Data to use: Begin

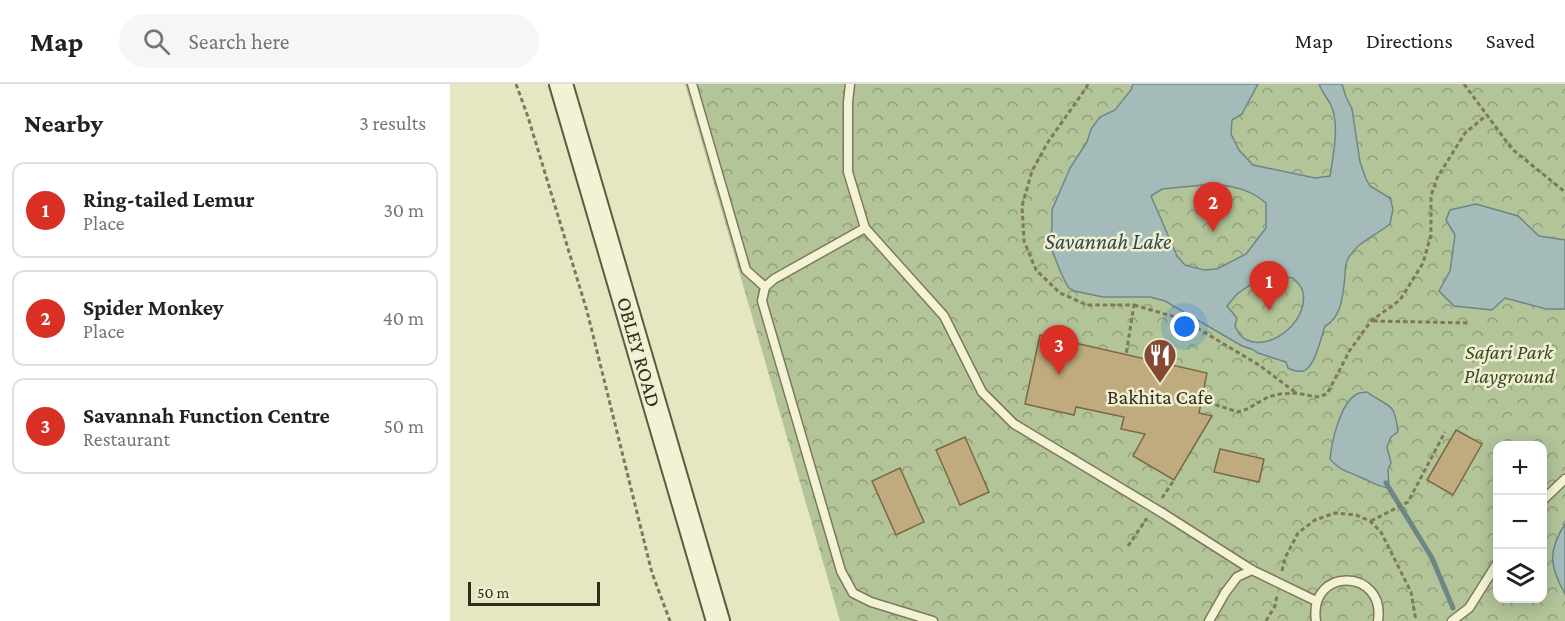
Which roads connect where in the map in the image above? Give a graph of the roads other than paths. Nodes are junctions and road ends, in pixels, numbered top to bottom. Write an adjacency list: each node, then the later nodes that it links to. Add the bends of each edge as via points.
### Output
1 (561, 84): 12 (street, OBLEY ROAD)
2 (692, 84): 5 (lane, via 746,270)
3 (850, 84): 4 (lane, via 848,172)
4 (865, 228): 5 (lane); 9 (lane, via 944,316 982,392 1014,424)
5 (765, 287): 13 (lane, via 762,301 841,571 853,593)
6 (1565, 479): 7 (lane)
7 (1547, 496)
8 (1493, 567): 11 (lane, via 1468,608)
9 (1252, 570): 10 (lane); 14 (lane, via 1238,577 1225,592)
10 (1317, 601): 15 (lane); 16 (lane, via 1322,591 1340,580 1361,583 1376,599)
11 (1454, 619)
12 (718, 621)
13 (933, 621)
14 (1209, 621)
15 (1316, 621)
16 (1379, 621)

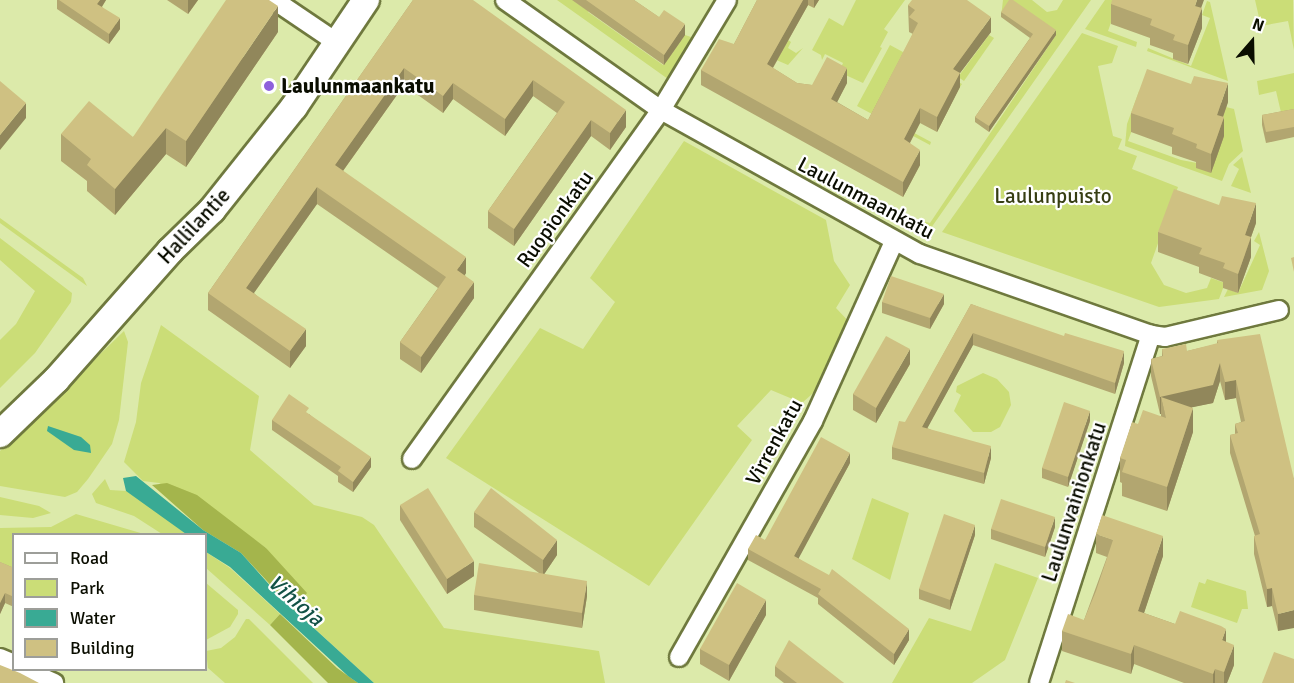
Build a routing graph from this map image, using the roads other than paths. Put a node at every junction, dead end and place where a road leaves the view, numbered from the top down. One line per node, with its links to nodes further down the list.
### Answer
1 (274, 0): 5 (street)
2 (366, 0): 5 (main road, Hallilantie)
3 (505, 0): 6 (street, Laulunmaankatu)
4 (727, 0): 6 (street, Ruopionkatu)
5 (339, 44): 10 (main road, Hallilantie)
6 (661, 110): 7 (street, Laulunmaankatu); 11 (street, Ruopionkatu)
7 (894, 242): 9 (street, Laulunmaankatu); 12 (street, Virrenkatu)
8 (1279, 310): 9 (street, Laulunmaankatu)
9 (1151, 335): 15 (street, Laulunvainionkatu)
10 (0, 434)
11 (412, 459)
12 (679, 657)
13 (29, 671): 14 (street)
14 (54, 683)
15 (1039, 683)

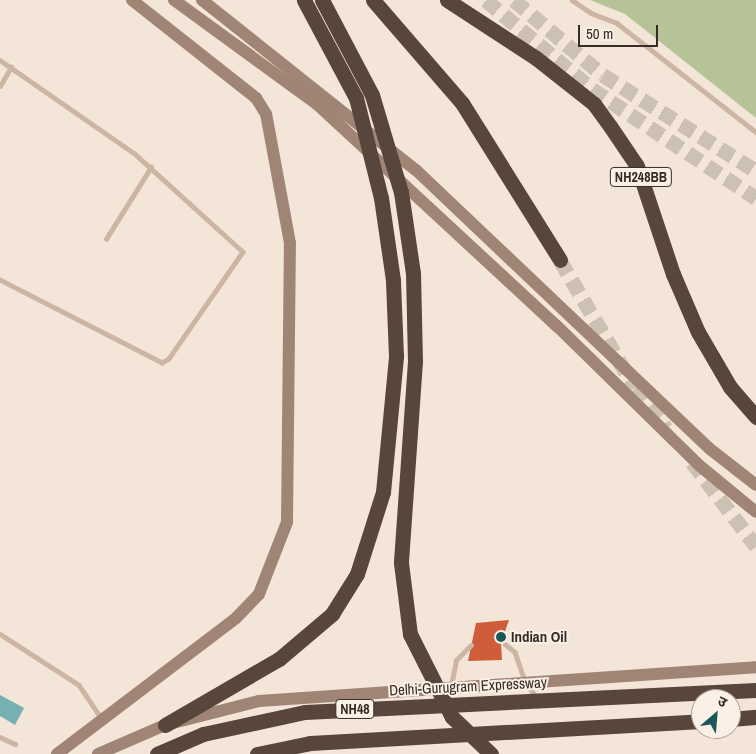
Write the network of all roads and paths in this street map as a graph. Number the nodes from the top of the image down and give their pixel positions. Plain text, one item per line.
1 (132, 0) edge
2 (174, 0) edge
3 (202, 0) edge
4 (304, 0) edge
5 (322, 0) edge
6 (374, 0) edge
7 (447, 0) edge
8 (572, 0) edge
9 (0, 60) edge
10 (11, 67) junction
11 (0, 86) edge
12 (756, 132) edge
13 (151, 167) junction
14 (106, 239) dead end
15 (560, 260) tunnel mouth
16 (0, 280) edge
17 (756, 417) edge
18 (756, 485) edge
19 (756, 512) edge
20 (0, 634) edge
21 (505, 644) dead end
22 (471, 645) dead end
23 (756, 667) edge
24 (526, 684) junction
25 (451, 687) junction
26 (756, 690) edge
27 (541, 700) junction
28 (756, 717) edge
29 (741, 718) edge
30 (102, 720) junction
31 (691, 722) edge
32 (165, 725) junction
33 (0, 737) edge
34 (15, 744) dead end
35 (57, 754) edge
36 (98, 754) edge
37 (158, 754) edge
38 (257, 754) edge
39 (491, 754) edge

1 - 30 main road
2 - 19 main road
3 - 18 main road
4 - 32 highway
5 - 39 highway
6 - 15 highway
7 - 17 highway, NH248BB
8 - 12 lane
9 - 10 lane
10 - 11 lane
10 - 13 lane
13 - 14 lane
13 - 16 lane
20 - 30 lane
21 - 24 lane
22 - 25 lane
23 - 24 main road
24 - 25 main road
24 - 27 lane
25 - 32 main road
26 - 27 highway, Delhi-Gurugram Expressway / NH48
27 - 37 highway, Delhi-Gurugram Expressway / NH48
28 - 29 highway
30 - 35 main road
31 - 38 highway, NH48
32 - 36 main road
33 - 34 lane

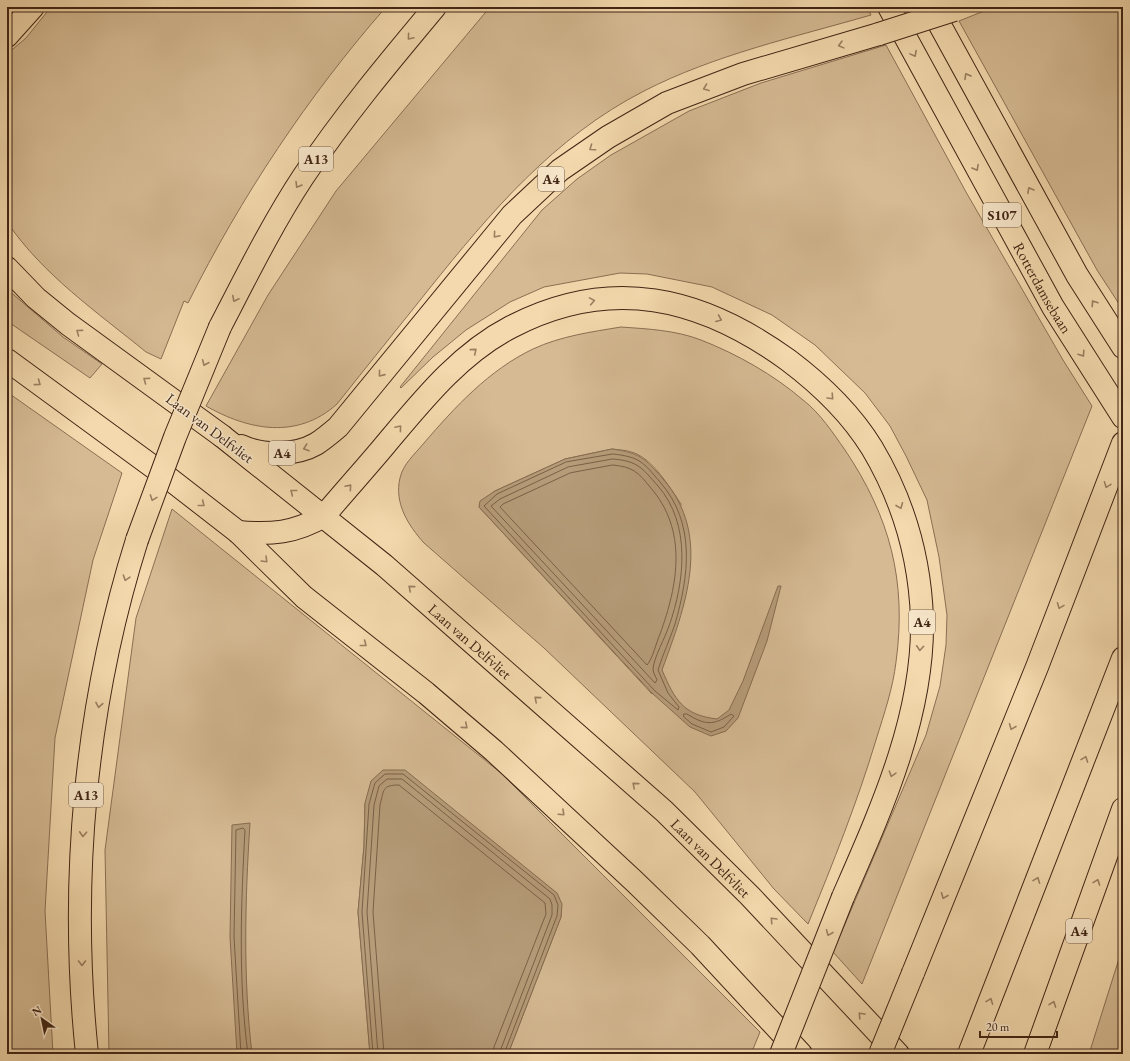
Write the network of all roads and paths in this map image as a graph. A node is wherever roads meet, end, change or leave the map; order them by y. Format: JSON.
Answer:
{"nodes":[{"id":1,"x":33,"y":7,"type":"edge"},
{"id":2,"x":435,"y":7,"type":"edge"},
{"id":3,"x":890,"y":7,"type":"edge"},
{"id":4,"x":930,"y":7,"type":"edge"},
{"id":5,"x":959,"y":9,"type":"edge"},
{"id":6,"x":7,"y":36,"type":"edge"},
{"id":7,"x":7,"y":268,"type":"edge"},
{"id":8,"x":1123,"y":347,"type":"edge"},
{"id":9,"x":7,"y":360,"type":"edge"},
{"id":10,"x":1123,"y":417,"type":"edge"},
{"id":11,"x":222,"y":436,"type":"junction"},
{"id":12,"x":1122,"y":446,"type":"edge"},
{"id":13,"x":324,"y":516,"type":"junction"},
{"id":14,"x":238,"y":532,"type":"junction"},
{"id":15,"x":1123,"y":658,"type":"edge"},
{"id":16,"x":1123,"y":809,"type":"edge"},
{"id":17,"x":972,"y":1046,"type":"edge"},
{"id":18,"x":87,"y":1054,"type":"edge"},
{"id":19,"x":780,"y":1054,"type":"edge"},
{"id":20,"x":801,"y":1054,"type":"edge"},
{"id":21,"x":880,"y":1054,"type":"edge"},
{"id":22,"x":898,"y":1054,"type":"edge"},
{"id":23,"x":1035,"y":1054,"type":"edge"}],
"edges":[{"from":1,"to":6,"type":"main road"},
{"from":2,"to":18,"type":"main road","number":"A13","one_way":true,"bridge":true},
{"from":3,"to":10,"type":"main road","name":"Rotterdamsebaan","number":"S107","one_way":true},
{"from":8,"to":4,"type":"main road","number":"S107","one_way":true},
{"from":5,"to":11,"type":"main road","number":"A4","one_way":true,"bridge":true},
{"from":11,"to":7,"type":"main road","name":"Laan van Delfvliet","one_way":true},
{"from":9,"to":14,"type":"main road","one_way":true},
{"from":13,"to":11,"type":"main road","name":"Laan van Delfvliet","one_way":true},
{"from":12,"to":21,"type":"main road","one_way":true,"bridge":true},
{"from":13,"to":14,"type":"main road"},
{"from":13,"to":19,"type":"main road","number":"A4","one_way":true,"bridge":true},
{"from":22,"to":13,"type":"main road","name":"Laan van Delfvliet","one_way":true},
{"from":14,"to":20,"type":"main road","one_way":true},
{"from":17,"to":15,"type":"main road","one_way":true},
{"from":23,"to":16,"type":"main road","number":"A4","one_way":true}]}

Data to use: End

*Assignment*. Return the records exactly as they stand, and drop every picture.

*Solved problem*.
Which roads connect where in the map in the image above? Give a graph of the roads other than paths. Nodes are junctions and road ends, in pixels, numbered top to bottom. Write an adjacency list: each node, then the later nodes that it links to. Add the bends of each edge as via points.
### Output
1 (561, 84): 12 (street, OBLEY ROAD)
2 (692, 84): 5 (lane, via 746,270)
3 (850, 84): 4 (lane, via 848,172)
4 (865, 228): 5 (lane); 9 (lane, via 944,316 982,392 1014,424)
5 (765, 287): 13 (lane, via 762,301 841,571 853,593)
6 (1565, 479): 7 (lane)
7 (1547, 496)
8 (1493, 567): 11 (lane, via 1468,608)
9 (1252, 570): 10 (lane); 14 (lane, via 1238,577 1225,592)
10 (1317, 601): 15 (lane); 16 (lane, via 1322,591 1340,580 1361,583 1376,599)
11 (1454, 619)
12 (718, 621)
13 (933, 621)
14 (1209, 621)
15 (1316, 621)
16 (1379, 621)

Build a routing graph from this map image, using the roads other than paths. Put a node at every junction, dead end and place where a road leaves the view, numbered from the top down. One line per node, with its links to nodes further down the list.
### Answer
1 (274, 0): 5 (street)
2 (366, 0): 5 (main road, Hallilantie)
3 (505, 0): 6 (street, Laulunmaankatu)
4 (727, 0): 6 (street, Ruopionkatu)
5 (339, 44): 10 (main road, Hallilantie)
6 (661, 110): 7 (street, Laulunmaankatu); 11 (street, Ruopionkatu)
7 (894, 242): 9 (street, Laulunmaankatu); 12 (street, Virrenkatu)
8 (1279, 310): 9 (street, Laulunmaankatu)
9 (1151, 335): 15 (street, Laulunvainionkatu)
10 (0, 434)
11 (412, 459)
12 (679, 657)
13 (29, 671): 14 (street)
14 (54, 683)
15 (1039, 683)

Write the network of all roads and paths in this street map as a graph. Number the nodes from the top of the image down and give their pixel positions. Plain text, one item per line.
1 (132, 0) edge
2 (174, 0) edge
3 (202, 0) edge
4 (304, 0) edge
5 (322, 0) edge
6 (374, 0) edge
7 (447, 0) edge
8 (572, 0) edge
9 (0, 60) edge
10 (11, 67) junction
11 (0, 86) edge
12 (756, 132) edge
13 (151, 167) junction
14 (106, 239) dead end
15 (560, 260) tunnel mouth
16 (0, 280) edge
17 (756, 417) edge
18 (756, 485) edge
19 (756, 512) edge
20 (0, 634) edge
21 (505, 644) dead end
22 (471, 645) dead end
23 (756, 667) edge
24 (526, 684) junction
25 (451, 687) junction
26 (756, 690) edge
27 (541, 700) junction
28 (756, 717) edge
29 (741, 718) edge
30 (102, 720) junction
31 (691, 722) edge
32 (165, 725) junction
33 (0, 737) edge
34 (15, 744) dead end
35 (57, 754) edge
36 (98, 754) edge
37 (158, 754) edge
38 (257, 754) edge
39 (491, 754) edge

1 - 30 main road
2 - 19 main road
3 - 18 main road
4 - 32 highway
5 - 39 highway
6 - 15 highway
7 - 17 highway, NH248BB
8 - 12 lane
9 - 10 lane
10 - 11 lane
10 - 13 lane
13 - 14 lane
13 - 16 lane
20 - 30 lane
21 - 24 lane
22 - 25 lane
23 - 24 main road
24 - 25 main road
24 - 27 lane
25 - 32 main road
26 - 27 highway, Delhi-Gurugram Expressway / NH48
27 - 37 highway, Delhi-Gurugram Expressway / NH48
28 - 29 highway
30 - 35 main road
31 - 38 highway, NH48
32 - 36 main road
33 - 34 lane

Write the network of all roads and paths in this map image as a graph. A node is wherever roads meet, end, change or leave the map; order them by y. Format: JSON.
Answer:
{"nodes":[{"id":1,"x":33,"y":7,"type":"edge"},
{"id":2,"x":435,"y":7,"type":"edge"},
{"id":3,"x":890,"y":7,"type":"edge"},
{"id":4,"x":930,"y":7,"type":"edge"},
{"id":5,"x":959,"y":9,"type":"edge"},
{"id":6,"x":7,"y":36,"type":"edge"},
{"id":7,"x":7,"y":268,"type":"edge"},
{"id":8,"x":1123,"y":347,"type":"edge"},
{"id":9,"x":7,"y":360,"type":"edge"},
{"id":10,"x":1123,"y":417,"type":"edge"},
{"id":11,"x":222,"y":436,"type":"junction"},
{"id":12,"x":1122,"y":446,"type":"edge"},
{"id":13,"x":324,"y":516,"type":"junction"},
{"id":14,"x":238,"y":532,"type":"junction"},
{"id":15,"x":1123,"y":658,"type":"edge"},
{"id":16,"x":1123,"y":809,"type":"edge"},
{"id":17,"x":972,"y":1046,"type":"edge"},
{"id":18,"x":87,"y":1054,"type":"edge"},
{"id":19,"x":780,"y":1054,"type":"edge"},
{"id":20,"x":801,"y":1054,"type":"edge"},
{"id":21,"x":880,"y":1054,"type":"edge"},
{"id":22,"x":898,"y":1054,"type":"edge"},
{"id":23,"x":1035,"y":1054,"type":"edge"}],
"edges":[{"from":1,"to":6,"type":"main road"},
{"from":2,"to":18,"type":"main road","number":"A13","one_way":true,"bridge":true},
{"from":3,"to":10,"type":"main road","name":"Rotterdamsebaan","number":"S107","one_way":true},
{"from":8,"to":4,"type":"main road","number":"S107","one_way":true},
{"from":5,"to":11,"type":"main road","number":"A4","one_way":true,"bridge":true},
{"from":11,"to":7,"type":"main road","name":"Laan van Delfvliet","one_way":true},
{"from":9,"to":14,"type":"main road","one_way":true},
{"from":13,"to":11,"type":"main road","name":"Laan van Delfvliet","one_way":true},
{"from":12,"to":21,"type":"main road","one_way":true,"bridge":true},
{"from":13,"to":14,"type":"main road"},
{"from":13,"to":19,"type":"main road","number":"A4","one_way":true,"bridge":true},
{"from":22,"to":13,"type":"main road","name":"Laan van Delfvliet","one_way":true},
{"from":14,"to":20,"type":"main road","one_way":true},
{"from":17,"to":15,"type":"main road","one_way":true},
{"from":23,"to":16,"type":"main road","number":"A4","one_way":true}]}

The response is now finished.